Now what you have described has spanned some really big picture thinking and some really large scope implications for the world. But then you describe this intimate connection you have to the actual roasting, and in the cupping process. You have to be so mentally in the present moment, the way you’ve described. This makes it sound almost like a mindfulness exercise and it makes me think that it would be really good for your mental health. 

Leo:

For mine it is! I just thoroughly enjoy the process. I thoroughly enjoy the just a whole the whole process from bringing in the best coffees from the world’s best growing regions. We have a coffee right now that we’re doing, an amazing coffee from San Ignacio, Peru that’s from a little farm owned by a woman that grew up on a coffee farm. Her dad was a farmer. She grew up and went to college, then she decided she wanted to come back and be a coffee farmer. And so she started a woman’s Co-Op down there in Peru. She and her husband and their family work on the farm. She plants the tree, she goes out she nurtures the trees for five years to get them to produce a first commercial crop. Eventually they produce a commercial crop, and the interesting part about that is, it will produce about, you know, 3500 Cherries a year annually, and that produces about 7,000 seeds, coffee seeds, and those 7,000 Coffee seeds equate to about one pound of coffee per trade per year. 

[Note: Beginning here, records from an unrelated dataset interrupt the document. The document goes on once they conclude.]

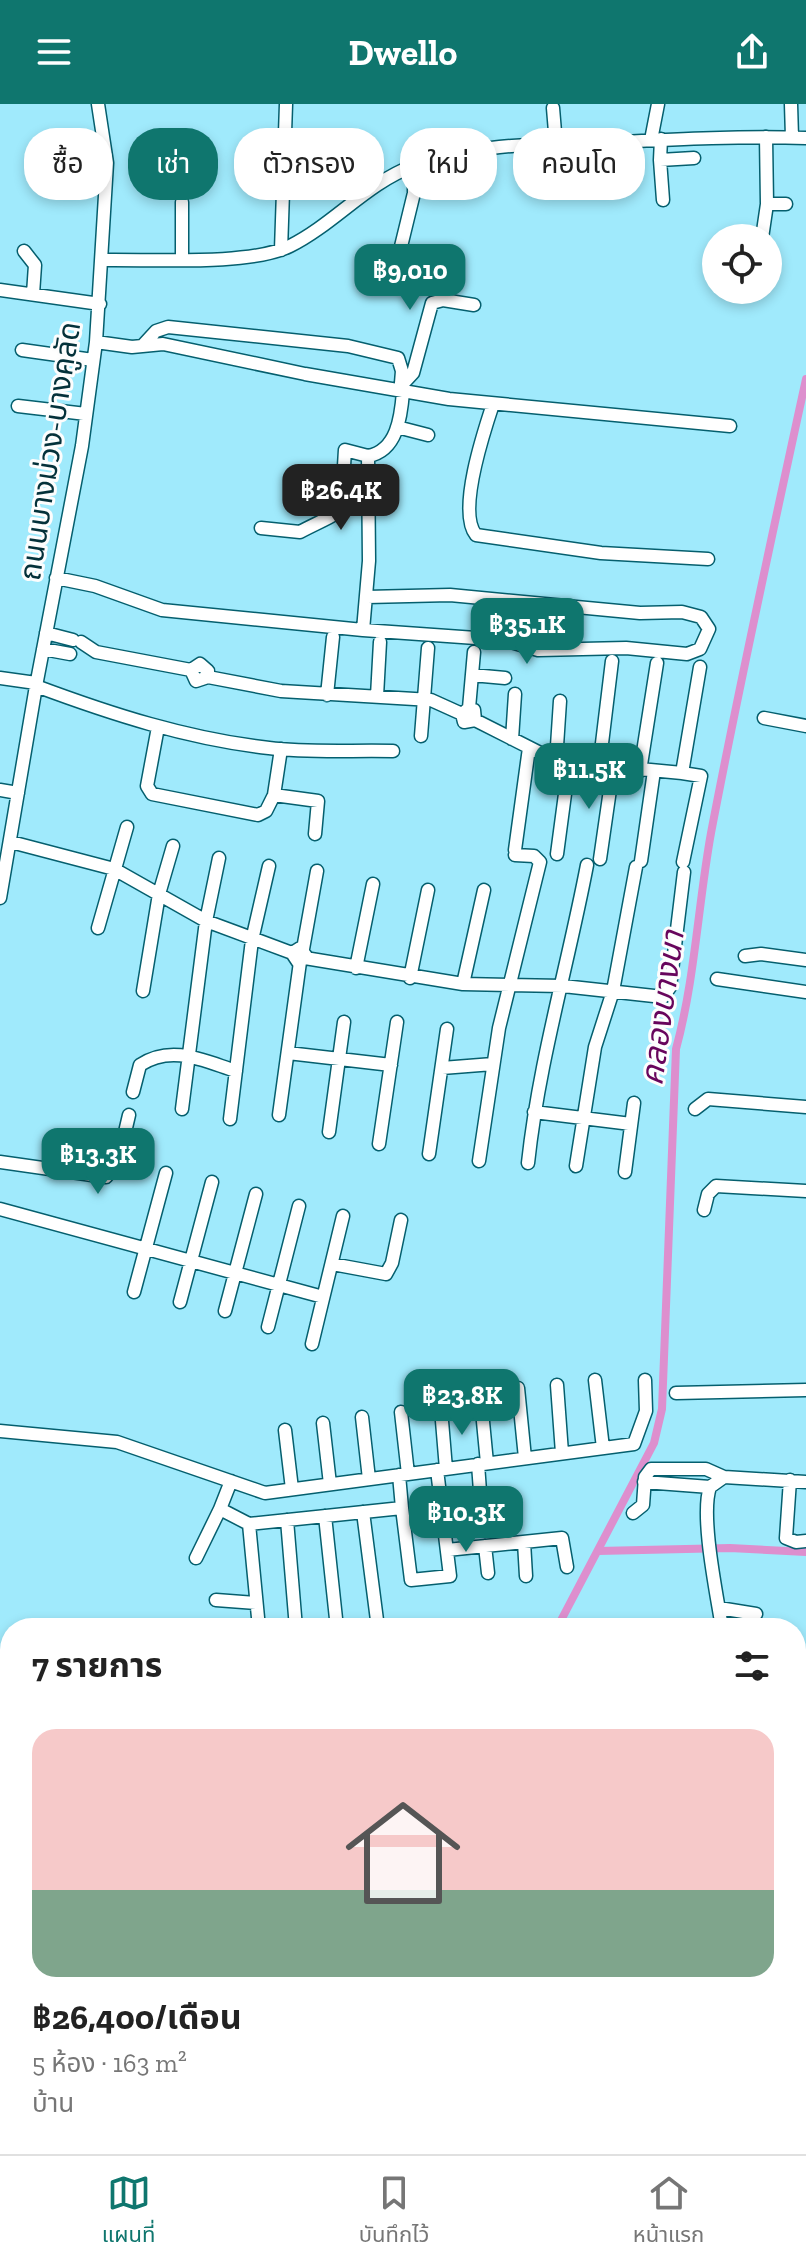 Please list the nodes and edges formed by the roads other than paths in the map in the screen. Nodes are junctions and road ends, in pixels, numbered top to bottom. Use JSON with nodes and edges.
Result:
{"nodes":[{"id":1,"x":98,"y":104,"type":"edge"},
{"id":2,"x":286,"y":104,"type":"edge"},
{"id":3,"x":658,"y":104,"type":"edge"},
{"id":4,"x":791,"y":104,"type":"edge"},
{"id":5,"x":553,"y":108,"type":"dead end"},
{"id":6,"x":555,"y":128,"type":"edge"},
{"id":7,"x":766,"y":137,"type":"junction"},
{"id":8,"x":792,"y":137,"type":"junction"},
{"id":9,"x":806,"y":138,"type":"edge"},
{"id":10,"x":645,"y":140,"type":"edge"},
{"id":11,"x":656,"y":140,"type":"junction"},
{"id":12,"x":694,"y":158,"type":"dead end"},
{"id":13,"x":660,"y":160,"type":"junction"},
{"id":14,"x":400,"y":175,"type":"edge"},
{"id":15,"x":412,"y":200,"type":"edge"},
{"id":16,"x":663,"y":200,"type":"dead end"},
{"id":17,"x":182,"y":202,"type":"dead end"},
{"id":18,"x":767,"y":204,"type":"junction"},
{"id":19,"x":786,"y":204,"type":"dead end"},
{"id":20,"x":764,"y":224,"type":"edge"},
{"id":21,"x":281,"y":250,"type":"junction"},
{"id":22,"x":24,"y":251,"type":"dead end"},
{"id":23,"x":182,"y":258,"type":"junction"},
{"id":24,"x":103,"y":260,"type":"junction"},
{"id":25,"x":396,"y":267,"type":"dead end"},
{"id":26,"x":0,"y":290,"type":"edge"},
{"id":27,"x":33,"y":294,"type":"junction"},
{"id":28,"x":100,"y":304,"type":"junction"},
{"id":29,"x":474,"y":305,"type":"dead end"},
{"id":30,"x":96,"y":342,"type":"junction"},
{"id":31,"x":144,"y":344,"type":"junction"},
{"id":32,"x":22,"y":350,"type":"dead end"},
{"id":33,"x":93,"y":360,"type":"junction"},
{"id":34,"x":401,"y":389,"type":"junction"},
{"id":35,"x":493,"y":404,"type":"junction"},
{"id":36,"x":18,"y":406,"type":"dead end"},
{"id":37,"x":86,"y":414,"type":"junction"},
{"id":38,"x":730,"y":426,"type":"dead end"},
{"id":39,"x":397,"y":427,"type":"junction"},
{"id":40,"x":428,"y":435,"type":"dead end"},
{"id":41,"x":368,"y":456,"type":"junction"},
{"id":42,"x":339,"y":509,"type":"junction"},
{"id":43,"x":367,"y":511,"type":"junction"},
{"id":44,"x":261,"y":528,"type":"dead end"},
{"id":45,"x":708,"y":559,"type":"dead end"},
{"id":46,"x":56,"y":578,"type":"junction"},
{"id":47,"x":367,"y":597,"type":"junction"},
{"id":48,"x":363,"y":630,"type":"junction"},
{"id":49,"x":46,"y":633,"type":"junction"},
{"id":50,"x":333,"y":637,"type":"dead end"},
{"id":51,"x":380,"y":642,"type":"dead end"},
{"id":52,"x":76,"y":648,"type":"junction"},
{"id":53,"x":428,"y":648,"type":"dead end"},
{"id":54,"x":43,"y":649,"type":"junction"},
{"id":55,"x":474,"y":652,"type":"dead end"},
{"id":56,"x":612,"y":661,"type":"dead end"},
{"id":57,"x":657,"y":663,"type":"dead end"},
{"id":58,"x":700,"y":667,"type":"dead end"},
{"id":59,"x":472,"y":675,"type":"junction"},
{"id":60,"x":0,"y":678,"type":"edge"},
{"id":61,"x":505,"y":678,"type":"dead end"},
{"id":62,"x":36,"y":684,"type":"junction"},
{"id":63,"x":515,"y":694,"type":"dead end"},
{"id":64,"x":327,"y":695,"type":"junction"},
{"id":65,"x":377,"y":696,"type":"junction"},
{"id":66,"x":423,"y":699,"type":"junction"},
{"id":67,"x":560,"y":701,"type":"dead end"},
{"id":68,"x":469,"y":714,"type":"junction"},
{"id":69,"x":764,"y":718,"type":"dead end"},
{"id":70,"x":806,"y":726,"type":"edge"},
{"id":71,"x":158,"y":727,"type":"junction"},
{"id":72,"x":421,"y":736,"type":"dead end"},
{"id":73,"x":512,"y":739,"type":"junction"},
{"id":74,"x":529,"y":748,"type":"junction"},
{"id":75,"x":281,"y":749,"type":"junction"},
{"id":76,"x":393,"y":751,"type":"dead end"},
{"id":77,"x":563,"y":763,"type":"junction"},
{"id":78,"x":606,"y":768,"type":"junction"},
{"id":79,"x":640,"y":771,"type":"junction"},
{"id":80,"x":654,"y":771,"type":"junction"},
{"id":81,"x":682,"y":773,"type":"junction"},
{"id":82,"x":0,"y":790,"type":"edge"},
{"id":83,"x":18,"y":793,"type":"junction"},
{"id":84,"x":274,"y":795,"type":"junction"},
{"id":85,"x":127,"y":827,"type":"dead end"},
{"id":86,"x":315,"y":834,"type":"dead end"},
{"id":87,"x":11,"y":842,"type":"junction"},
{"id":88,"x":173,"y":846,"type":"dead end"},
{"id":89,"x":557,"y":854,"type":"dead end"},
{"id":90,"x":219,"y":858,"type":"dead end"},
{"id":91,"x":600,"y":859,"type":"dead end"},
{"id":92,"x":587,"y":865,"type":"dead end"},
{"id":93,"x":269,"y":866,"type":"dead end"},
{"id":94,"x":114,"y":869,"type":"junction"},
{"id":95,"x":317,"y":871,"type":"dead end"},
{"id":96,"x":373,"y":884,"type":"dead end"},
{"id":97,"x":428,"y":890,"type":"dead end"},
{"id":98,"x":484,"y":890,"type":"dead end"},
{"id":99,"x":159,"y":894,"type":"junction"},
{"id":100,"x":0,"y":898,"type":"edge"},
{"id":101,"x":206,"y":921,"type":"junction"},
{"id":102,"x":98,"y":928,"type":"dead end"},
{"id":103,"x":252,"y":940,"type":"junction"},
{"id":104,"x":300,"y":956,"type":"junction"},
{"id":105,"x":745,"y":956,"type":"dead end"},
{"id":106,"x":806,"y":960,"type":"edge"},
{"id":107,"x":356,"y":968,"type":"junction"},
{"id":108,"x":410,"y":978,"type":"junction"},
{"id":109,"x":717,"y":979,"type":"dead end"},
{"id":110,"x":463,"y":984,"type":"junction"},
{"id":111,"x":513,"y":985,"type":"junction"},
{"id":112,"x":563,"y":986,"type":"junction"},
{"id":113,"x":143,"y":991,"type":"dead end"},
{"id":114,"x":613,"y":991,"type":"junction"},
{"id":115,"x":806,"y":992,"type":"edge"},
{"id":116,"x":344,"y":1022,"type":"dead end"},
{"id":117,"x":397,"y":1022,"type":"dead end"},
{"id":118,"x":447,"y":1029,"type":"dead end"},
{"id":119,"x":288,"y":1053,"type":"junction"},
{"id":120,"x":188,"y":1056,"type":"junction"},
{"id":121,"x":339,"y":1059,"type":"junction"},
{"id":122,"x":493,"y":1064,"type":"junction"},
{"id":123,"x":391,"y":1065,"type":"junction"},
{"id":124,"x":442,"y":1068,"type":"junction"},
{"id":125,"x":236,"y":1071,"type":"junction"},
{"id":126,"x":133,"y":1092,"type":"dead end"},
{"id":127,"x":634,"y":1103,"type":"dead end"},
{"id":128,"x":806,"y":1107,"type":"edge"},
{"id":129,"x":182,"y":1109,"type":"dead end"},
{"id":130,"x":695,"y":1109,"type":"dead end"},
{"id":131,"x":534,"y":1112,"type":"junction"},
{"id":132,"x":129,"y":1115,"type":"dead end"},
{"id":133,"x":279,"y":1115,"type":"dead end"},
{"id":134,"x":583,"y":1118,"type":"junction"},
{"id":135,"x":230,"y":1119,"type":"dead end"},
{"id":136,"x":631,"y":1124,"type":"junction"},
{"id":137,"x":329,"y":1132,"type":"dead end"},
{"id":138,"x":379,"y":1144,"type":"dead end"},
{"id":139,"x":429,"y":1154,"type":"dead end"},
{"id":140,"x":479,"y":1161,"type":"dead end"},
{"id":141,"x":0,"y":1162,"type":"edge"},
{"id":142,"x":528,"y":1163,"type":"dead end"},
{"id":143,"x":576,"y":1166,"type":"dead end"},
{"id":144,"x":625,"y":1172,"type":"dead end"},
{"id":145,"x":166,"y":1173,"type":"dead end"},
{"id":146,"x":212,"y":1182,"type":"dead end"},
{"id":147,"x":806,"y":1191,"type":"edge"},
{"id":148,"x":256,"y":1194,"type":"dead end"},
{"id":149,"x":299,"y":1206,"type":"dead end"},
{"id":150,"x":0,"y":1209,"type":"edge"},
{"id":151,"x":704,"y":1210,"type":"dead end"},
{"id":152,"x":343,"y":1216,"type":"dead end"},
{"id":153,"x":401,"y":1220,"type":"dead end"},
{"id":154,"x":145,"y":1251,"type":"junction"},
{"id":155,"x":190,"y":1262,"type":"junction"},
{"id":156,"x":332,"y":1264,"type":"junction"},
{"id":157,"x":234,"y":1274,"type":"junction"},
{"id":158,"x":279,"y":1285,"type":"junction"},
{"id":159,"x":134,"y":1292,"type":"dead end"},
{"id":160,"x":323,"y":1297,"type":"junction"},
{"id":161,"x":180,"y":1302,"type":"dead end"},
{"id":162,"x":225,"y":1311,"type":"dead end"},
{"id":163,"x":268,"y":1327,"type":"dead end"},
{"id":164,"x":312,"y":1344,"type":"dead end"},
{"id":165,"x":595,"y":1380,"type":"dead end"},
{"id":166,"x":645,"y":1380,"type":"dead end"},
{"id":167,"x":557,"y":1385,"type":"dead end"},
{"id":168,"x":518,"y":1388,"type":"dead end"},
{"id":169,"x":806,"y":1390,"type":"edge"},
{"id":170,"x":676,"y":1393,"type":"dead end"},
{"id":171,"x":481,"y":1401,"type":"dead end"},
{"id":172,"x":441,"y":1409,"type":"dead end"},
{"id":173,"x":401,"y":1412,"type":"dead end"},
{"id":174,"x":362,"y":1417,"type":"dead end"},
{"id":175,"x":323,"y":1423,"type":"dead end"},
{"id":176,"x":285,"y":1430,"type":"dead end"},
{"id":177,"x":0,"y":1431,"type":"edge"},
{"id":178,"x":603,"y":1448,"type":"junction"},
{"id":179,"x":562,"y":1453,"type":"junction"},
{"id":180,"x":525,"y":1458,"type":"junction"},
{"id":181,"x":482,"y":1464,"type":"junction"},
{"id":182,"x":442,"y":1469,"type":"junction"},
{"id":183,"x":403,"y":1474,"type":"junction"},
{"id":184,"x":724,"y":1477,"type":"junction"},
{"id":185,"x":369,"y":1479,"type":"junction"},
{"id":186,"x":790,"y":1480,"type":"junction"},
{"id":187,"x":231,"y":1481,"type":"junction"},
{"id":188,"x":644,"y":1482,"type":"junction"},
{"id":189,"x":806,"y":1482,"type":"edge"},
{"id":190,"x":330,"y":1484,"type":"junction"},
{"id":191,"x":710,"y":1487,"type":"junction"},
{"id":192,"x":292,"y":1489,"type":"junction"},
{"id":193,"x":481,"y":1505,"type":"dead end"},
{"id":194,"x":402,"y":1508,"type":"junction"},
{"id":195,"x":220,"y":1509,"type":"junction"},
{"id":196,"x":363,"y":1512,"type":"junction"},
{"id":197,"x":633,"y":1513,"type":"dead end"},
{"id":198,"x":325,"y":1516,"type":"junction"},
{"id":199,"x":287,"y":1520,"type":"junction"},
{"id":200,"x":249,"y":1524,"type":"junction"},
{"id":201,"x":806,"y":1541,"type":"edge"},
{"id":202,"x":524,"y":1542,"type":"junction"},
{"id":203,"x":485,"y":1546,"type":"junction"},
{"id":204,"x":447,"y":1550,"type":"junction"},
{"id":205,"x":196,"y":1558,"type":"dead end"},
{"id":206,"x":567,"y":1567,"type":"dead end"},
{"id":207,"x":488,"y":1573,"type":"dead end"},
{"id":208,"x":526,"y":1576,"type":"dead end"},
{"id":209,"x":216,"y":1600,"type":"dead end"},
{"id":210,"x":256,"y":1603,"type":"junction"},
{"id":211,"x":719,"y":1608,"type":"junction"},
{"id":212,"x":756,"y":1614,"type":"dead end"},
{"id":213,"x":258,"y":1618,"type":"edge"},
{"id":214,"x":295,"y":1618,"type":"edge"},
{"id":215,"x":336,"y":1618,"type":"edge"},
{"id":216,"x":377,"y":1618,"type":"edge"},
{"id":217,"x":720,"y":1618,"type":"edge"}],
"edges":[{"from":1,"to":24,"type":"street","name":"ถนนบางม่วง-บางคูลัด"},
{"from":2,"to":21,"type":"street"},
{"from":3,"to":11,"type":"street"},
{"from":4,"to":8,"type":"street"},
{"from":5,"to":6,"type":"street"},
{"from":7,"to":8,"type":"street"},
{"from":7,"to":11,"type":"street"},
{"from":7,"to":18,"type":"street"},
{"from":8,"to":9,"type":"street"},
{"from":10,"to":11,"type":"street"},
{"from":11,"to":13,"type":"street"},
{"from":12,"to":13,"type":"street"},
{"from":13,"to":16,"type":"street"},
{"from":14,"to":21,"type":"street"},
{"from":15,"to":25,"type":"street"},
{"from":17,"to":23,"type":"street"},
{"from":18,"to":19,"type":"street"},
{"from":18,"to":20,"type":"street"},
{"from":21,"to":23,"type":"street"},
{"from":22,"to":27,"type":"street"},
{"from":23,"to":24,"type":"street"},
{"from":24,"to":28,"type":"street","name":"ถนนบางม่วง-บางคูลัด"},
{"from":26,"to":27,"type":"street"},
{"from":27,"to":28,"type":"street"},
{"from":28,"to":30,"type":"street","name":"ถนนบางม่วง-บางคูลัด"},
{"from":29,"to":34,"type":"street"},
{"from":30,"to":31,"type":"street"},
{"from":30,"to":33,"type":"street","name":"ถนนบางม่วง-บางคูลัด"},
{"from":31,"to":34,"type":"street"},
{"from":31,"to":34,"type":"street"},
{"from":32,"to":33,"type":"street"},
{"from":33,"to":37,"type":"street","name":"ถนนบางม่วง-บางคูลัด"},
{"from":34,"to":35,"type":"street"},
{"from":34,"to":39,"type":"street"},
{"from":35,"to":38,"type":"street"},
{"from":35,"to":45,"type":"street"},
{"from":36,"to":37,"type":"street"},
{"from":37,"to":46,"type":"street","name":"ถนนบางม่วง-บางคูลัด"},
{"from":39,"to":40,"type":"street"},
{"from":39,"to":41,"type":"street"},
{"from":41,"to":42,"type":"street"},
{"from":41,"to":43,"type":"street"},
{"from":42,"to":43,"type":"street"},
{"from":42,"to":44,"type":"street"},
{"from":43,"to":47,"type":"street"},
{"from":46,"to":48,"type":"street"},
{"from":46,"to":49,"type":"street","name":"ถนนบางม่วง-บางคูลัด"},
{"from":47,"to":48,"type":"street"},
{"from":47,"to":48,"type":"street"},
{"from":49,"to":52,"type":"street"},
{"from":49,"to":54,"type":"street","name":"ถนนบางม่วง-บางคูลัด"},
{"from":50,"to":64,"type":"street"},
{"from":51,"to":65,"type":"street"},
{"from":52,"to":54,"type":"street"},
{"from":52,"to":64,"type":"street"},
{"from":53,"to":66,"type":"street"},
{"from":54,"to":62,"type":"street","name":"ถนนบางม่วง-บางคูลัด"},
{"from":55,"to":59,"type":"street"},
{"from":56,"to":78,"type":"street"},
{"from":57,"to":79,"type":"street"},
{"from":58,"to":81,"type":"street"},
{"from":59,"to":61,"type":"street"},
{"from":59,"to":68,"type":"street"},
{"from":60,"to":62,"type":"street"},
{"from":62,"to":71,"type":"street"},
{"from":62,"to":83,"type":"street","name":"ถนนบางม่วง-บางคูลัด"},
{"from":63,"to":73,"type":"street"},
{"from":64,"to":65,"type":"street"},
{"from":65,"to":66,"type":"street"},
{"from":66,"to":68,"type":"street"},
{"from":66,"to":72,"type":"street"},
{"from":67,"to":77,"type":"street"},
{"from":68,"to":73,"type":"street"},
{"from":69,"to":70,"type":"street"},
{"from":71,"to":75,"type":"street"},
{"from":71,"to":84,"type":"street"},
{"from":73,"to":74,"type":"street"},
{"from":74,"to":77,"type":"street"},
{"from":74,"to":111,"type":"street"},
{"from":75,"to":76,"type":"street"},
{"from":75,"to":84,"type":"street"},
{"from":77,"to":78,"type":"street"},
{"from":77,"to":89,"type":"street"},
{"from":78,"to":79,"type":"street"},
{"from":78,"to":91,"type":"street"},
{"from":79,"to":80,"type":"street"},
{"from":80,"to":81,"type":"street"},
{"from":80,"to":114,"type":"street"},
{"from":81,"to":114,"type":"street"},
{"from":82,"to":83,"type":"street"},
{"from":83,"to":87,"type":"street","name":"ถนนบางม่วง-บางคูลัด"},
{"from":84,"to":86,"type":"street"},
{"from":85,"to":94,"type":"street"},
{"from":87,"to":94,"type":"street"},
{"from":87,"to":100,"type":"street","name":"ถนนบางม่วง-บางคูลัด"},
{"from":88,"to":99,"type":"street"},
{"from":90,"to":101,"type":"street"},
{"from":92,"to":112,"type":"street"},
{"from":93,"to":103,"type":"street"},
{"from":94,"to":99,"type":"street"},
{"from":94,"to":102,"type":"street"},
{"from":95,"to":104,"type":"street"},
{"from":96,"to":107,"type":"street"},
{"from":97,"to":108,"type":"street"},
{"from":98,"to":110,"type":"street"},
{"from":99,"to":101,"type":"street"},
{"from":99,"to":113,"type":"street"},
{"from":101,"to":103,"type":"street"},
{"from":101,"to":120,"type":"street"},
{"from":103,"to":104,"type":"street"},
{"from":103,"to":125,"type":"street"},
{"from":104,"to":107,"type":"street"},
{"from":104,"to":119,"type":"street"},
{"from":105,"to":106,"type":"street"},
{"from":107,"to":108,"type":"street"},
{"from":108,"to":110,"type":"street"},
{"from":109,"to":115,"type":"street"},
{"from":110,"to":111,"type":"street"},
{"from":111,"to":112,"type":"street"},
{"from":111,"to":122,"type":"street"},
{"from":112,"to":114,"type":"street"},
{"from":112,"to":131,"type":"street"},
{"from":114,"to":134,"type":"street"},
{"from":116,"to":121,"type":"street"},
{"from":117,"to":123,"type":"street"},
{"from":118,"to":124,"type":"street"},
{"from":119,"to":121,"type":"street"},
{"from":119,"to":133,"type":"street"},
{"from":120,"to":125,"type":"street"},
{"from":120,"to":126,"type":"street"},
{"from":120,"to":129,"type":"street"},
{"from":121,"to":123,"type":"street"},
{"from":121,"to":137,"type":"street"},
{"from":122,"to":124,"type":"street"},
{"from":122,"to":140,"type":"street"},
{"from":123,"to":138,"type":"street"},
{"from":124,"to":139,"type":"street"},
{"from":125,"to":135,"type":"street"},
{"from":127,"to":136,"type":"street"},
{"from":128,"to":130,"type":"street"},
{"from":131,"to":134,"type":"street"},
{"from":131,"to":142,"type":"street"},
{"from":132,"to":141,"type":"street"},
{"from":134,"to":136,"type":"street"},
{"from":134,"to":143,"type":"street"},
{"from":136,"to":144,"type":"street"},
{"from":145,"to":154,"type":"street"},
{"from":146,"to":155,"type":"street"},
{"from":147,"to":151,"type":"street"},
{"from":148,"to":157,"type":"street"},
{"from":149,"to":158,"type":"street"},
{"from":150,"to":154,"type":"street"},
{"from":152,"to":156,"type":"street"},
{"from":153,"to":156,"type":"street"},
{"from":154,"to":155,"type":"street"},
{"from":154,"to":159,"type":"street"},
{"from":155,"to":157,"type":"street"},
{"from":155,"to":161,"type":"street"},
{"from":156,"to":160,"type":"street"},
{"from":157,"to":158,"type":"street"},
{"from":157,"to":162,"type":"street"},
{"from":158,"to":160,"type":"street"},
{"from":158,"to":163,"type":"street"},
{"from":160,"to":164,"type":"street"},
{"from":165,"to":178,"type":"street"},
{"from":166,"to":178,"type":"street"},
{"from":167,"to":179,"type":"street"},
{"from":168,"to":180,"type":"street"},
{"from":169,"to":170,"type":"street"},
{"from":171,"to":181,"type":"street"},
{"from":172,"to":182,"type":"street"},
{"from":173,"to":183,"type":"street"},
{"from":174,"to":185,"type":"street"},
{"from":175,"to":190,"type":"street"},
{"from":176,"to":192,"type":"street"},
{"from":177,"to":187,"type":"street"},
{"from":178,"to":179,"type":"street"},
{"from":179,"to":180,"type":"street"},
{"from":180,"to":181,"type":"street"},
{"from":181,"to":182,"type":"street"},
{"from":181,"to":193,"type":"street"},
{"from":182,"to":183,"type":"street"},
{"from":182,"to":204,"type":"street"},
{"from":183,"to":185,"type":"street"},
{"from":183,"to":194,"type":"street"},
{"from":184,"to":186,"type":"street"},
{"from":184,"to":188,"type":"street"},
{"from":184,"to":191,"type":"street"},
{"from":185,"to":190,"type":"street"},
{"from":186,"to":189,"type":"street"},
{"from":186,"to":201,"type":"street"},
{"from":187,"to":192,"type":"street"},
{"from":187,"to":195,"type":"street"},
{"from":188,"to":191,"type":"street"},
{"from":188,"to":197,"type":"street"},
{"from":190,"to":192,"type":"street"},
{"from":191,"to":211,"type":"street"},
{"from":194,"to":196,"type":"street"},
{"from":194,"to":204,"type":"street"},
{"from":195,"to":200,"type":"street"},
{"from":195,"to":205,"type":"street"},
{"from":196,"to":198,"type":"street"},
{"from":196,"to":216,"type":"street"},
{"from":198,"to":199,"type":"street"},
{"from":198,"to":215,"type":"street"},
{"from":199,"to":200,"type":"street"},
{"from":199,"to":214,"type":"street"},
{"from":200,"to":210,"type":"street"},
{"from":202,"to":203,"type":"street"},
{"from":202,"to":206,"type":"street"},
{"from":202,"to":208,"type":"street"},
{"from":203,"to":204,"type":"street"},
{"from":203,"to":207,"type":"street"},
{"from":209,"to":210,"type":"street"},
{"from":210,"to":213,"type":"street"},
{"from":211,"to":212,"type":"street"},
{"from":211,"to":217,"type":"street"}]}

It takes a lot of love and care and Edita Quinde lovingly cares for her farm. She takes care of her trees. She harvests her product, she grades her product, they clean the product. They bag the product and they send it to us and so it’s a woman produced coffee from seed to cup. Because what we do here when we roast here to keep the whole thing honest. We take one of our young ladies who works here in the coffee house, and she goes over and works with our master roaster under their supervision and they tell her what to do and she roasts the coffee. And so it’s actually planted, grown, harvested and roasted by women. And if the woman brews it at the house, it even makes it to the cup.

That’s the mindfulness that you know we use when we do the purchasing of the coffee. 

Rosa:

And intentionality. 

Leo:

It is. It’s very intentional. And we seek out those kinds of things to bring forward at the coffee house. so we have a limited time coffee every single quarter. 

But others, like the Andrews Snorton one we were talking about, that’ll be an in-perpetuity coffee. Andrew is a friend of mine that I met randomly. I got a call from him one day and he said, “Mr. Fante, I’m an author out of the Atlanta, Georgia area, I’m a big baseball fan. I’ve got family in Louisville. I’m going to be coming to Louisville. I’ve got a brand new book out. I’d love to do a book signing at your cafe.”